AR Training for Metal Additive Manufacturing
AR Training
Augmented Reality AI powered Text Recognition Object Detection Personalized Feedback
Objective
Simplification of the training process, reduce associated costs and timeframe and Versatile to work with multiple metal 3D printers and AR headsets
Overview
To create a system for standardizing the workflow in Metal Additive Manufacturing (AM) in order to efficiently train new operators.

Challenges
- Metal AM has developed rapidly over the last few decades and is capable of producing parts with intricate geometries and detail unobtainable by CNC machining and die casting. Major industries are investing in metal 3D printers but are facing difficulties in finding trained/skilled operators. Training can cost weeks of time and thousands of dollars. Lack of skilled operators can also be attributed to lagging educational systems compared to AM technology. In light of this, it was necessary to find a solution to reduce the costs involved in terms of time and money to train new AM operators more quickly and efficiently.
Solution
A system was created that was capable of standardizing the metal AM workflow in a comprehensive format to quickly and efficiently train new operators. This was accomplished by implementing an AI-powered AR training simulation for metal AM that:
- Utilized an AI system for text recognition and object detection
- Used an innovative, immersive training environment using an AR headset
- Supported the delivery of just-in-time guidance
- Provided contextual and personalized feedback
- Capable of working with any AR headset and for any metal 3D printer
An AI algorithm was developed to simulate the same.
Key Features
- Augmented Reality
- AI powered
- Text Recognition
- Object Detection
- Personalized Feedback
Development
CAD software was used to create the Renishaw AM400 digital twin; Solidworks was used for its full configuration and Fusion 360 was utilized for its RBV configuration.
Precise measurements of the most commonly interactive parts were taken like doors, buttons and build areas. External equipment like chiller, dryer and argon tank were modeled as well.

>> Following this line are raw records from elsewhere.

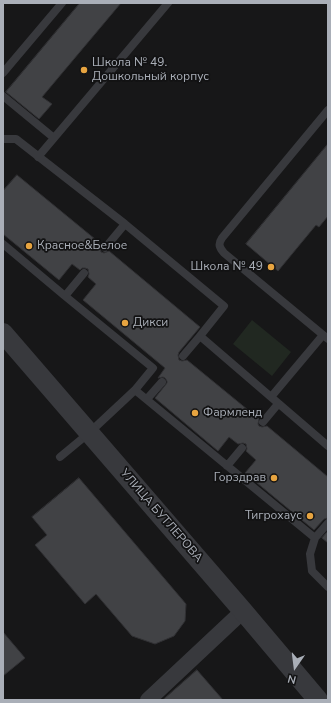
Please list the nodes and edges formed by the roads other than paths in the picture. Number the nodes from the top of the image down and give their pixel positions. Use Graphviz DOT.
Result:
graph roads {
  1 [pos="62,3"];
  2 [pos="168,3"];
  3 [pos="3,73"];
  4 [pos="3,96"];
  5 [pos="328,110"];
  6 [pos="54,138"];
  7 [pos="3,140"];
  8 [pos="38,157"];
  9 [pos="125,224"];
  10 [pos="3,244"];
  11 [pos="105,248"];
  12 [pos="84,273"];
  13 [pos="65,296"];
  14 [pos="3,333"];
  15 [pos="200,336"];
  16 [pos="326,337"];
  17 [pos="183,356"];
  18 [pos="162,382"];
  19 [pos="136,390"];
  20 [pos="271,397"];
  21 [pos="147,399"];
  22 [pos="278,404"];
  23 [pos="263,422"];
  24 [pos="89,433"];
  25 [pos="328,446"];
  26 [pos="242,448"];
  27 [pos="60,457"];
  28 [pos="227,466"];
  29 [pos="328,523"];
  30 [pos="315,538"];
  31 [pos="328,587"];
  32 [pos="243,611"];
  33 [pos="148,700"];
  34 [pos="318,700"];
  1 -- 3 [label="lane"];
  2 -- 6 [label="lane"];
  4 -- 6 [label="lane"];
  5 -- 16 [label="lane"];
  6 -- 8 [label="lane"];
  7 -- 8 [label="lane"];
  8 -- 9 [label="lane"];
  9 -- 11 [label="lane"];
  9 -- 15 [label="lane"];
  10 -- 13 [label="lane"];
  12 -- 13 [label="lane"];
  13 -- 19 [label="lane"];
  14 -- 24 [label="street, УЛИЦА БУТЛЕРОВА"];
  15 -- 17 [label="lane"];
  15 -- 20 [label="lane"];
  16 -- 20 [label="lane"];
  18 -- 21 [label="lane"];
  19 -- 21 [label="lane"];
  19 -- 24 [label="lane"];
  20 -- 22 [label="lane"];
  21 -- 28 [label="lane"];
  22 -- 23 [label="lane"];
  22 -- 25 [label="lane"];
  24 -- 27 [label="lane"];
  24 -- 32 [label="street, УЛИЦА БУТЛЕРОВА"];
  26 -- 28 [label="lane"];
  28 -- 30 [label="lane"];
  29 -- 30 [label="lane"];
  30 -- 31 [label="lane"];
  32 -- 33 [label="street"];
  32 -- 34 [label="street, УЛИЦА БУТЛЕРОВА"];
}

Implementation & Integration
The digital twin was uploaded into the virtual environment of HyperSkill and a step-by-step training procedure was created which was capable of including pictures/videos to facilitate the learning process. Computer Vision was used to detect the button pressed by the user.
For the AR visualization, Hololens 2 was used and HyperSkill was downloaded into the headset, which allowed the trainee to experience the simulation. The aim was for the trainee to first scale and fix the Renishaw AM400 digital twin to the room and this was done using Hololens 2 finger and hand gestures.

Process flow of AI system
The Computer Vision AI system interfaced with the HyperSkill app to provide immediate user feedback. At a given prompt, the Hololens captured an image from the Hololens camera which was sent to the web app for AI processing. The AI prediction result was then sent back to Hololens for user feedback.

Training Procedure
A high-level flowchart of the standardized process was developed for the full and RBV configuration. This was reviewed by an experienced operator to ensure that all steps are correct and in order. A detailed, low-level flowchart was also developed for implementation into HyperSkill.